A few weeks ago a young boy attending Mass at one of my parishes collected dandelions to give his mother. Noticing it, I asked him if he put any money in the collection. He did. A few quarters. I told him that I didn’t think he got his money’s worth and he should go pick some more from the grass. Besides making a huge bouquet for his mother, it helped to reduce the yellow in front of Church for a little while.
Isn’t there something beautiful in a young person collecting dandelions and giving them to someone they love? They have no money to buy roses, tulips, or carnations, but from the abundance of God’s earth they find a gift they can afford. In many ways, that is how God receives our small offerings of praise and sacrifice.
The dandelion has been on my mind since early May. I flew down to a retreat center in Indiana in order to give a day retreat to attendees. Due to flight schedules, I needed to stay at a hotel near the airport. When I entered my room and rested, I looked up to see two framed pictures of dandelions. I thought nothing of it, until I arrived at the retreat center the next morning and in the main meeting room there was a dandelion on the wall with the fuzz blowing in perceived wind. Dumbstruck in the moment, I wondered if God was trying to teach me a lesson about the dandelions. I asked followers on social media for their thoughts, and this is what they had to share:
1. Dandelions can be perceived as a weed that never leaves you alone-or is it a symbol that God with you no matter what you do, he always sticks around!
2. Dandelions scatter in the wind and begin to grow where the seeds land, like disciples moving about, sharing, and multiplying!
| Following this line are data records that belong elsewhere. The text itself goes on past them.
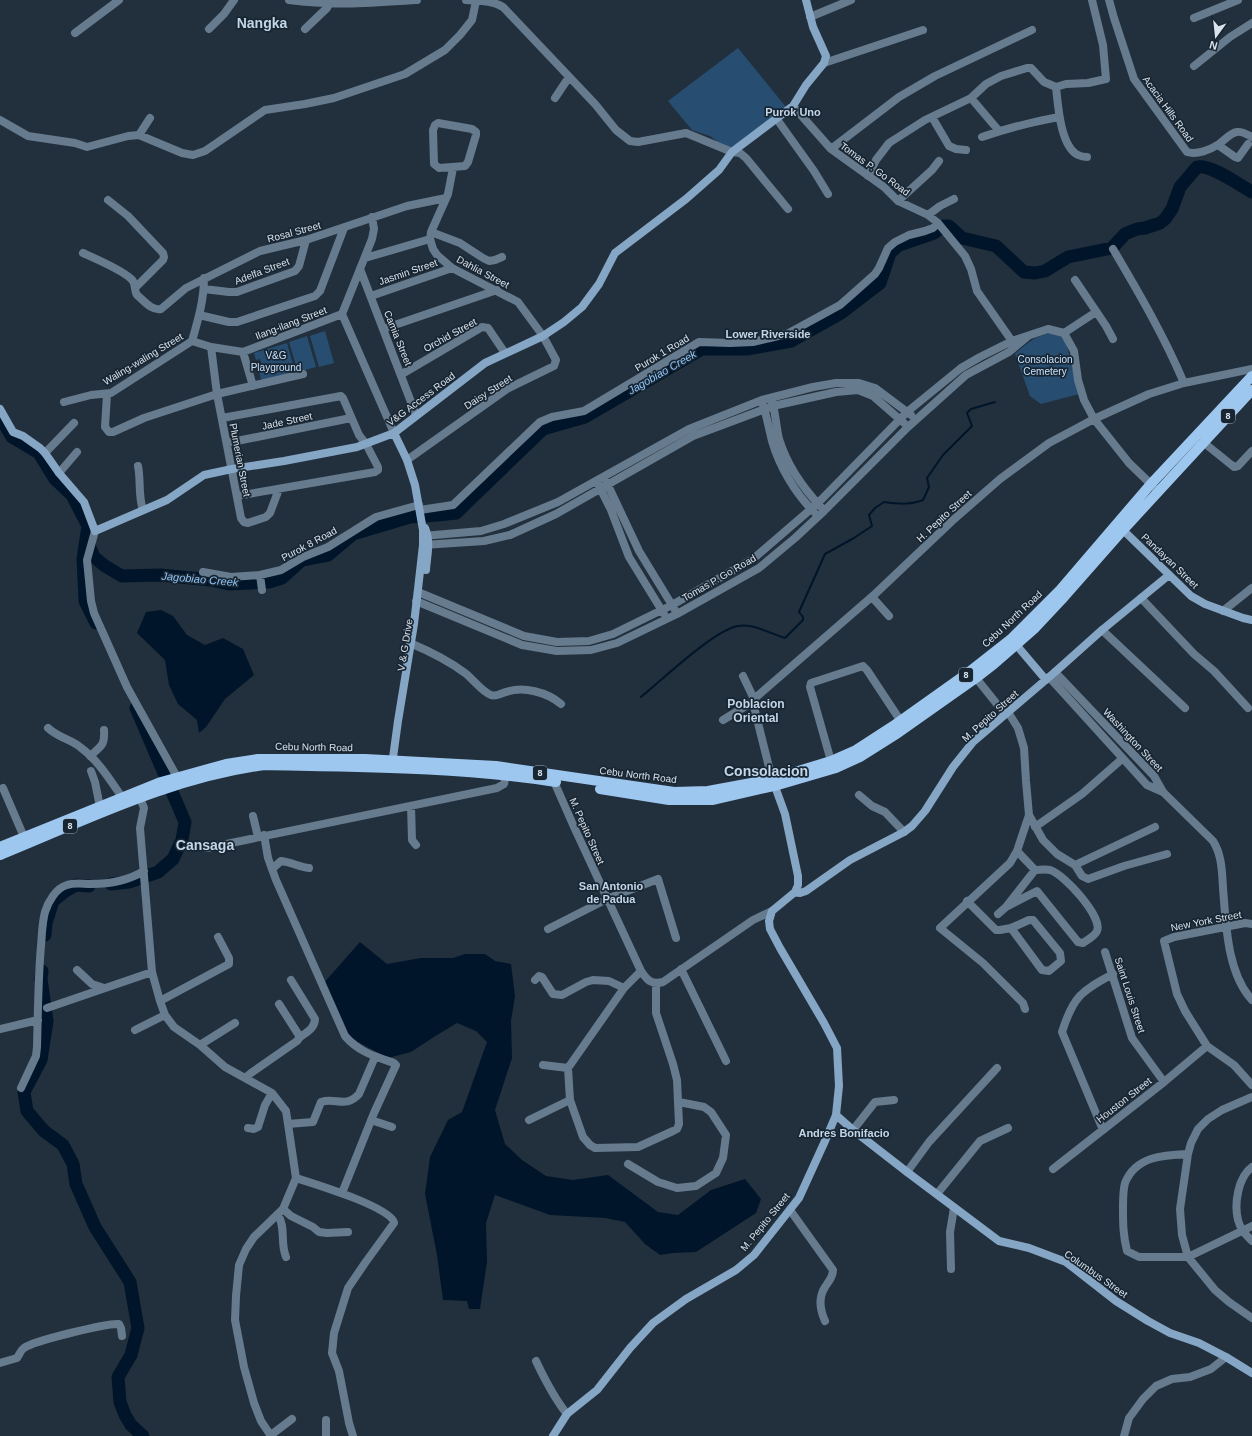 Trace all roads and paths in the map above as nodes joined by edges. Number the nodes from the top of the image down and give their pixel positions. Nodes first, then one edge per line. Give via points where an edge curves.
1 (119, 0) edge
2 (234, 0) edge
3 (289, 0) edge
4 (417, 0) edge
5 (466, 0) edge
6 (806, 0) edge
7 (851, 0) edge
8 (1092, 0) edge
9 (1110, 0) edge
10 (1238, 0) edge
11 (476, 1) junction
12 (358, 2) edge
13 (384, 2) edge
14 (329, 4) junction
15 (810, 17) junction
16 (1194, 18) dead end
17 (1252, 23) edge
18 (209, 29) dead end
19 (305, 29) dead end
20 (923, 30) dead end
21 (1032, 30) dead end
22 (75, 34) dead end
23 (824, 63) junction
24 (1194, 66) dead end
25 (569, 77) junction
26 (1056, 87) junction
27 (555, 98) dead end
28 (971, 98) junction
29 (793, 106) junction
30 (932, 117) junction
31 (1059, 117) junction
32 (150, 118) dead end
33 (776, 118) junction
34 (0, 120) edge
35 (999, 131) junction
36 (139, 135) junction
37 (982, 137) dead end
38 (1250, 140) edge
39 (1218, 145) junction
40 (831, 149) junction
41 (966, 150) dead end
42 (732, 152) junction
43 (1087, 157) dead end
44 (939, 162) dead end
45 (453, 168) junction
46 (868, 176) junction
47 (828, 194) dead end
48 (446, 198) junction
49 (954, 199) dead end
50 (108, 200) dead end
51 (898, 201) junction
52 (788, 209) dead end
53 (928, 215) junction
54 (372, 217) junction
55 (939, 224) junction
56 (344, 228) junction
57 (430, 235) junction
58 (306, 240) junction
59 (1113, 249) dead end
60 (83, 253) dead end
61 (502, 257) dead end
62 (365, 258) junction
63 (452, 268) junction
64 (360, 269) junction
65 (204, 278) junction
66 (1075, 280) dead end
67 (136, 287) junction
68 (204, 289) junction
69 (497, 290) junction
70 (371, 296) junction
71 (1096, 312) junction
72 (342, 314) junction
73 (199, 315) junction
74 (383, 329) junction
75 (1064, 332) junction
76 (543, 336) junction
77 (1113, 339) dead end
78 (192, 341) junction
79 (1014, 344) junction
80 (211, 347) junction
81 (243, 352) junction
82 (506, 353) junction
83 (1252, 369) edge
84 (303, 374) dead end
85 (402, 374) junction
86 (1252, 376) edge
87 (1184, 383) junction
88 (253, 386) junction
89 (1252, 390) edge
90 (107, 394) junction
91 (217, 394) junction
92 (762, 400) junction
93 (64, 402) dead end
94 (772, 402) junction
95 (0, 409) edge
96 (764, 409) junction
97 (907, 412) junction
98 (416, 415) junction
99 (222, 418) junction
100 (352, 418) junction
101 (916, 419) junction
102 (1094, 419) junction
103 (901, 420) junction
104 (74, 423) dead end
105 (908, 427) junction
106 (394, 433) junction
107 (1203, 442) junction
108 (228, 443) junction
109 (366, 444) junction
110 (1252, 451) edge
111 (77, 452) dead end
112 (45, 453) junction
113 (407, 460) junction
114 (138, 466) dead end
115 (232, 469) junction
116 (59, 473) junction
117 (602, 483) junction
118 (1154, 488) junction
119 (279, 489) junction
120 (237, 496) junction
121 (814, 506) junction
122 (143, 510) junction
123 (821, 513) junction
124 (421, 515) junction
125 (1123, 530) junction
126 (93, 535) junction
127 (425, 536) junction
128 (426, 545) junction
129 (203, 572) dead end
130 (1169, 575) junction
131 (1252, 588) edge
132 (420, 593) junction
133 (872, 597) junction
134 (1141, 598) junction
135 (419, 602) junction
136 (672, 605) junction
137 (662, 611) junction
138 (1223, 611) junction
139 (677, 614) junction
140 (889, 616) dead end
141 (667, 619) junction
142 (1252, 620) edge
143 (1102, 630) junction
144 (1014, 642) junction
145 (413, 644) junction
146 (743, 676) dead end
147 (1050, 676) junction
148 (976, 678) junction
149 (754, 700) junction
150 (561, 704) dead end
151 (1185, 708) dead end
152 (1248, 708) dead end
153 (1006, 713) junction
154 (723, 720) dead end
155 (897, 726) junction
156 (48, 728) dead end
157 (104, 730) dead end
158 (90, 756) junction
159 (1122, 760) junction
160 (830, 761) junction
161 (394, 764) junction
162 (91, 771) dead end
163 (1150, 771) junction
164 (506, 775) junction
165 (553, 778) junction
166 (1141, 779) junction
167 (176, 780) junction
168 (773, 782) junction
169 (162, 786) junction
170 (3, 788) dead end
171 (1163, 792) junction
172 (860, 796) dead end
173 (122, 797) junction
174 (140, 798) junction
175 (411, 806) junction
176 (100, 807) junction
177 (1029, 815) junction
178 (253, 816) dead end
179 (1035, 827) junction
180 (1155, 827) dead end
181 (904, 832) junction
182 (261, 836) junction
183 (24, 837) junction
184 (416, 845) dead end
185 (0, 847) edge
186 (207, 848) dead end
187 (1017, 851) junction
188 (0, 854) edge
189 (1167, 854) dead end
190 (1075, 864) junction
191 (308, 868) dead end
192 (272, 869) junction
193 (1035, 870) junction
194 (145, 876) junction
195 (795, 892) junction
196 (607, 899) junction
197 (967, 902) junction
198 (1006, 907) junction
199 (772, 911) junction
200 (998, 914) dead end
201 (1252, 924) edge
202 (1226, 927) junction
203 (1011, 928) junction
204 (548, 929) dead end
205 (218, 937) dead end
206 (676, 938) dead end
207 (1105, 952) dead end
208 (681, 969) junction
209 (76, 970) dead end
210 (641, 971) junction
211 (152, 972) junction
212 (1113, 974) junction
213 (291, 980) dead end
214 (535, 980) dead end
215 (656, 983) junction
216 (104, 988) junction
217 (624, 988) junction
218 (1252, 1000) edge
219 (160, 1001) junction
220 (279, 1004) dead end
221 (47, 1008) dead end
222 (1025, 1008) dead end
223 (166, 1015) junction
224 (38, 1020) junction
225 (235, 1023) dead end
226 (0, 1029) edge
227 (135, 1030) dead end
228 (300, 1037) junction
229 (200, 1045) junction
230 (1207, 1046) junction
231 (374, 1056) junction
232 (726, 1061) dead end
233 (543, 1064) dead end
234 (568, 1068) junction
235 (997, 1068) dead end
236 (245, 1078) junction
237 (1164, 1082) junction
238 (1252, 1085) edge
239 (21, 1088) dead end
240 (272, 1093) junction
241 (1252, 1097) edge
242 (570, 1100) junction
243 (894, 1100) dead end
244 (679, 1102) junction
245 (836, 1115) junction
246 (371, 1120) junction
247 (529, 1120) dead end
248 (288, 1124) junction
249 (392, 1127) dead end
250 (248, 1128) dead end
251 (1008, 1128) dead end
252 (853, 1130) junction
253 (1103, 1130) junction
254 (1188, 1154) junction
255 (628, 1164) dead end
256 (1252, 1167) edge
257 (1053, 1169) dead end
258 (907, 1172) junction
259 (296, 1178) junction
260 (342, 1193) junction
261 (937, 1194) junction
262 (954, 1208) junction
263 (790, 1210) junction
264 (280, 1212) junction
265 (1252, 1226) edge
266 (1243, 1231) junction
267 (348, 1232) dead end
268 (1252, 1241) edge
269 (286, 1256) dead end
270 (1188, 1257) junction
271 (951, 1269) dead end
272 (1252, 1318) edge
273 (825, 1321) dead end
274 (122, 1336) dead end
275 (1226, 1357) junction
276 (536, 1361) dead end
277 (0, 1363) edge
278 (1252, 1373) edge
279 (567, 1414) junction
280 (292, 1419) dead end
281 (326, 1420) dead end
282 (271, 1436) edge
283 (326, 1436) edge
284 (353, 1436) edge
285 (553, 1436) edge
286 (1124, 1436) edge

1 - 22 street
2 - 18 street
3 - 14 street
4 - 13 street
5 - 11 street
6 - 15 street
7 - 15 street
8 - 26 street via 1103,45 1106,78
9 - 39 street, Acacia Hills Road via 1134,79 1186,152 1199,153
10 - 16 street
11 - 25 street via 490,1 503,7
11 - 36 street via 472,20 460,35 445,50 405,74 334,98 265,110 205,152 193,155
12 - 13 street
12 - 14 street
14 - 19 street
15 - 23 street via 826,56
17 - 24 street
20 - 23 street
21 - 40 street via 917,86
23 - 29 street
25 - 27 street
25 - 42 street via 616,130 630,141 686,134
26 - 28 street via 1044,82 1031,68 1027,68 986,84
26 - 31 street
28 - 30 street
28 - 35 street
29 - 33 street, V&G Access Road
29 - 40 street, Tomas P. Go Road
30 - 41 street via 949,146
30 - 46 street via 889,143
31 - 35 street
31 - 43 street via 1068,145 1077,154
32 - 36 street
33 - 42 street, V&G Access Road
33 - 47 street
34 - 36 street via 28,136 51,138 87,147
35 - 37 street
38 - 39 street via 1237,132
38 - 39 street via 1238,158
40 - 46 street, Tomas P. Go Road
42 - 52 street via 743,155
42 - 76 street, V&G Access Road via 719,170 686,199 615,253 599,284 582,307
44 - 51 street
45 - 45 street via 439,168 434,164 433,130 438,123 476,132 467,165
45 - 48 street
46 - 51 street, Tomas P. Go Road
48 - 54 street, Rosal Street
48 - 57 street
49 - 53 street
50 - 67 street via 128,216 163,253 163,260
51 - 53 street, Tomas P. Go Road
53 - 55 street, Tomas P. Go Road
54 - 56 street, Rosal Street
54 - 62 street, Ilang-ilang Street via 374,229
55 - 79 street, Tomas P. Go Road via 965,256 977,290
55 - 124 street, Purok 1 Road via 895,242 888,248 875,274 840,305 787,334 752,342 699,342 584,411 552,416 540,422 453,505
56 - 58 street, Rosal Street
56 - 73 street via 320,291 315,296 237,322
57 - 61 street via 460,242 489,261
57 - 62 street
57 - 63 street, Dahlia Street via 437,255
58 - 65 street, Rosal Street via 260,251
58 - 68 street, Adelfa Street via 299,266 295,271 237,292
59 - 87 street via 1149,310
60 - 67 street via 123,273 132,279
62 - 64 street, Ilang-ilang Street
63 - 69 street, Dahlia Street
63 - 70 street, Jasmin Street
64 - 70 street, Camia Street
64 - 72 street, Ilang-ilang Street
65 - 67 street, Rosal Street via 186,288 158,310 137,295
65 - 68 street, Waling-waling Street
66 - 71 street
68 - 73 street, Waling-waling Street
69 - 74 street
69 - 76 street, Dahlia Street via 518,302
70 - 74 street, Camia Street
71 - 75 street
71 - 77 street
72 - 81 street, Ilang-ilang Street
72 - 106 street
73 - 78 street, Waling-waling Street
74 - 85 street, Camia Street
75 - 79 street, Tomas P. Go Road via 1048,329 1029,335
75 - 102 street via 1074,351 1084,400
76 - 82 street, V&G Access Road
76 - 113 street, Daisy Street via 556,360 554,366 507,390
78 - 80 street, Ilang-ilang Street
78 - 90 street, Waling-waling Street
79 - 97 street, Tomas P. Go Road via 980,357 961,368
79 - 101 street, Tomas P. Go Road via 966,375
80 - 81 street, Ilang-ilang Street
80 - 91 street, Plumerian Street
81 - 88 street
82 - 85 street, Orchid Street via 488,328 482,327
82 - 98 street, V&G Access Road via 485,363
83 - 87 street, H. Pepito Street
84 - 88 street
85 - 98 street, Camia Street
86 - 118 main road, Cebu North Road / 8
87 - 102 street, H. Pepito Street via 1148,394
88 - 91 street
89 - 107 main road, Cebu North Road / 8
90 - 91 street via 105,427 109,432 113,432 144,418
90 - 93 street, Waling-waling Street
91 - 99 street, Plumerian Street
92 - 94 street
92 - 96 street
92 - 117 street via 689,429
94 - 96 street
94 - 97 street via 813,387 859,383 875,388
94 - 103 street via 858,390 873,396
94 - 121 street via 779,438 797,479
95 - 112 street via 13,432 23,436
96 - 117 street via 693,436
96 - 121 street via 772,442 781,464 792,484
97 - 101 street
97 - 103 street, Tomas P. Go Road
98 - 106 street, V&G Access Road
99 - 100 street via 341,396
99 - 108 street, Plumerian Street
100 - 108 street, Jade Street
100 - 109 street
101 - 105 street, Tomas P. Go Road
102 - 118 street via 1129,463
102 - 133 street, H. Pepito Street via 1049,443 1000,479
103 - 105 street
103 - 121 street, Tomas P. Go Road
104 - 112 street
105 - 123 street, Tomas P. Go Road
106 - 109 street, V&G Access Road
106 - 113 street, V & G Drive
107 - 110 street via 1234,467
107 - 118 main road, Cebu North Road / 8
108 - 115 street, Plumerian Street
109 - 115 street, V&G Access Road
109 - 119 street via 378,467 376,472
111 - 116 street
112 - 116 street
113 - 124 street, V & G Drive
114 - 122 street
115 - 120 street, Plumerian Street
115 - 122 street, V&G Access Road via 204,475 167,500
116 - 126 street via 84,502
117 - 127 street via 504,524 480,531
117 - 128 street via 556,514 510,535 484,541
117 - 136 street
117 - 137 street via 629,558
118 - 125 main road, Cebu North Road / 8
118 - 144 main road, Cebu North Road / 8
119 - 120 street
119 - 120 street, Plumerian Street via 270,513 248,523 241,518
121 - 123 street
121 - 136 street, Tomas P. Go Road via 753,559
122 - 126 street, V&G Access Road
123 - 139 street, Tomas P. Go Road via 758,568
124 - 127 street, V & G Drive
124 - 129 street, Purok 8 Road via 376,517 328,547 304,557 261,583
125 - 130 street, Pandayan Street
125 - 144 main road, Cebu North Road / 8 via 1059,603
126 - 167 street via 87,560 94,612 126,686
127 - 128 street, V & G Drive
128 - 132 street, V & G Drive
130 - 134 street, M. Pepito Street
130 - 138 street, Pandayan Street via 1191,596
131 - 138 street
132 - 135 street, V & G Drive
132 - 137 street, Tomas P. Go Road via 524,636 557,642 589,640 613,634
133 - 140 street
133 - 149 street, H. Pepito Street
134 - 143 street, M. Pepito Street
134 - 152 street
135 - 141 street, Tomas P. Go Road via 522,645 557,651 591,650 617,643
135 - 145 street, V & G Drive
136 - 137 street, Tomas P. Go Road
136 - 139 street
137 - 141 street
138 - 142 street, Pandayan Street
139 - 141 street, Tomas P. Go Road
143 - 147 street, M. Pepito Street
143 - 151 street
144 - 147 street
144 - 148 main road, Cebu North Road / 8
144 - 155 main road, Cebu North Road / 8
145 - 150 street via 464,672 491,695 529,690 554,698
145 - 161 street, V & G Drive
146 - 149 street
147 - 153 street, M. Pepito Street
147 - 159 street, Washington Street
147 - 163 street, Washington Street
148 - 153 street
148 - 155 main road, Cebu North Road / 8
149 - 154 street, H. Pepito Street
149 - 168 street
153 - 177 street via 1018,728 1024,748
153 - 181 street, M. Pepito Street via 974,742 952,767 925,811
155 - 160 main road, Cebu North Road / 8 via 856,750
155 - 160 street via 868,670 862,666 811,683
155 - 168 main road, Cebu North Road / 8 via 860,757 836,768
156 - 158 street via 56,736 80,746
157 - 158 street via 104,744
158 - 173 street
159 - 166 street, Washington Street
159 - 179 street via 1082,794
160 - 168 main road, Cebu North Road / 8
161 - 164 main road, Cebu North Road / 8
161 - 165 main road, Cebu North Road / 8 via 496,766
161 - 167 main road, Cebu North Road / 8 via 268,758 226,764
162 - 176 street
163 - 166 street
163 - 171 street, Washington Street
164 - 165 main road, Cebu North Road / 8
164 - 175 street via 504,784 497,788
165 - 168 main road, Cebu North Road / 8 via 674,792 708,791
165 - 196 street, M. Pepito Street
166 - 171 street, Washington Street via 1147,785
167 - 169 main road, Cebu North Road / 8
168 - 195 street via 785,814 798,876
169 - 173 main road, Cebu North Road / 8
169 - 174 main road, Cebu North Road / 8
170 - 183 street
171 - 202 street via 1213,840 1218,848
172 - 181 street via 885,812
173 - 176 main road, Cebu North Road / 8
174 - 188 main road, Cebu North Road / 8
174 - 194 street via 144,808 140,828
175 - 182 street
175 - 184 street via 412,840
176 - 183 main road, Cebu North Road / 8
177 - 179 street
177 - 187 street
178 - 182 street
179 - 190 street via 1042,840 1057,854
180 - 190 street
181 - 195 street, M. Pepito Street via 850,860 806,890
182 - 186 street
182 - 192 street
183 - 185 main road, Cebu North Road / 8
187 - 193 street
187 - 197 street via 1003,871
189 - 190 street via 1088,879 1082,876
191 - 192 street via 281,861
192 - 231 street via 345,1036 361,1051
193 - 198 street
193 - 198 street via 1050,870 1061,877 1088,904 1098,925 1096,934 1083,943 1078,942 1037,891
194 - 211 street
194 - 224 street via 97,884 74,883 56,891 44,914
195 - 199 street, M. Pepito Street
196 - 204 street
196 - 206 street via 658,879
196 - 210 street, M. Pepito Street
197 - 203 street via 996,930
197 - 222 street via 940,928 983,963
198 - 200 street
199 - 208 street, M. Pepito Street via 753,920
199 - 245 street, M. Pepito Street via 770,929 837,1048 839,1086
201 - 202 street, New York Street
202 - 218 street via 1233,965 1246,994
202 - 230 street, New York Street via 1164,941 1177,994
203 - 203 street via 1033,920 1060,953 1061,961 1049,971 1042,970
205 - 219 street via 229,958 229,964
207 - 212 street, Saint Louis Street
208 - 215 street, M. Pepito Street via 662,982
208 - 232 street
209 - 216 street via 92,984
210 - 215 street, M. Pepito Street via 651,982
210 - 217 street
211 - 216 street
211 - 219 street
212 - 237 street, Saint Louis Street via 1132,1038
212 - 253 street via 1091,986 1076,999 1062,1032
213 - 228 street via 315,1019 312,1028
214 - 217 street via 539,976 542,977 553,994 562,995 593,980 609,981
215 - 244 street via 656,1013 674,1064
216 - 221 street
217 - 234 street
219 - 223 street
220 - 228 street
223 - 227 street
223 - 229 street via 174,1027
224 - 226 street
224 - 239 street via 36,1056
225 - 229 street
228 - 236 street
229 - 236 street via 225,1067
230 - 237 street, Houston Street
230 - 238 street via 1234,1065
231 - 246 street via 396,1065
231 - 248 street via 356,1098 343,1103 325,1100 321,1102 313,1122
233 - 234 street
234 - 242 street
235 - 258 street via 929,1142
236 - 240 street
237 - 253 street, Houston Street
240 - 248 street via 286,1111
240 - 250 street via 264,1105 258,1127
241 - 254 street via 1208,1118 1198,1129
242 - 244 street via 583,1137 595,1148 638,1147 677,1129
242 - 247 street
243 - 252 street via 875,1102
244 - 255 street via 704,1107 726,1135 723,1158 716,1173 696,1186 677,1188 658,1182
245 - 252 street, Columbus Street
245 - 263 street, M. Pepito Street via 816,1161
246 - 249 street
246 - 260 street
248 - 259 street
251 - 261 street via 980,1141
252 - 258 street, Columbus Street
253 - 257 street, Houston Street
254 - 270 street via 1180,1210 1182,1235
254 - 270 street via 1150,1158 1134,1169 1125,1184 1123,1223 1123,1237 1127,1250 1133,1254 1139,1257
256 - 266 street via 1242,1181 1238,1195 1238,1221
258 - 261 street, Columbus Street
259 - 260 street
259 - 264 street
260 - 284 street via 381,1211 395,1221 348,1288 334,1334 332,1353 339,1371
261 - 262 street, Columbus Street
262 - 271 street via 950,1232
262 - 275 street, Columbus Street via 999,1241 1029,1248 1066,1262 1116,1301 1170,1333
263 - 273 street via 833,1270 833,1276 824,1288 820,1302 820,1311
263 - 279 street, M. Pepito Street via 754,1255 736,1270 686,1299 653,1323 597,1390
264 - 267 street via 319,1232
264 - 269 street via 283,1249
264 - 282 street via 254,1237 239,1265 235,1320 254,1403 261,1421
265 - 266 street
266 - 268 street
266 - 270 street
270 - 272 street via 1215,1290
274 - 277 street via 118,1324 112,1324 34,1343 24,1348 17,1358
275 - 278 street, Columbus Street
275 - 286 street via 1211,1369 1156,1386 1143,1398 1129,1418
276 - 279 street via 549,1388
279 - 285 street, M. Pepito Street
280 - 282 street
281 - 283 street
3. It is the first flower children pick for their mom’s..she never tells them they are weeds
4. Dandelions are the first food of bees during the Spring season. Bees make the beeswax for the Easter candle.
5. Dandelions are food for pollinators and people. They grow and distribute prolifically without much care or cultivation. People will poison the earth to rid it of a flower they do not understand or appreciate and limit it’s dissemination.
6. They represent the seeds of ministry and going where the wind blows.
7. We are called to spread the Word of God and like the seeds on the dandelions they will spread out from you and grow new “plants.”
It seemed that my followers on social media believed God was in fact using the dandelion to teach me a lesson about faith, discipleship, and evangelization. Simple lessons from noticing images of dandelions on a recent trip. I think they were right.
This was back in May, a month that I am on the road a lot giving talks throughout the country and my diocese. Some were large gatherings. Others were small. As the speaker, I was planting the seeds of Marian devotion. I’ll never know what resulted from those talks. I hope I the seeds took root and perhaps even spread to others. But its possible that the message was squashed by worldliness or weeded out of their heart by sin. I am like a dandelion, and you can be like one as well, sharing your knowledge and spreading your love wherever you go.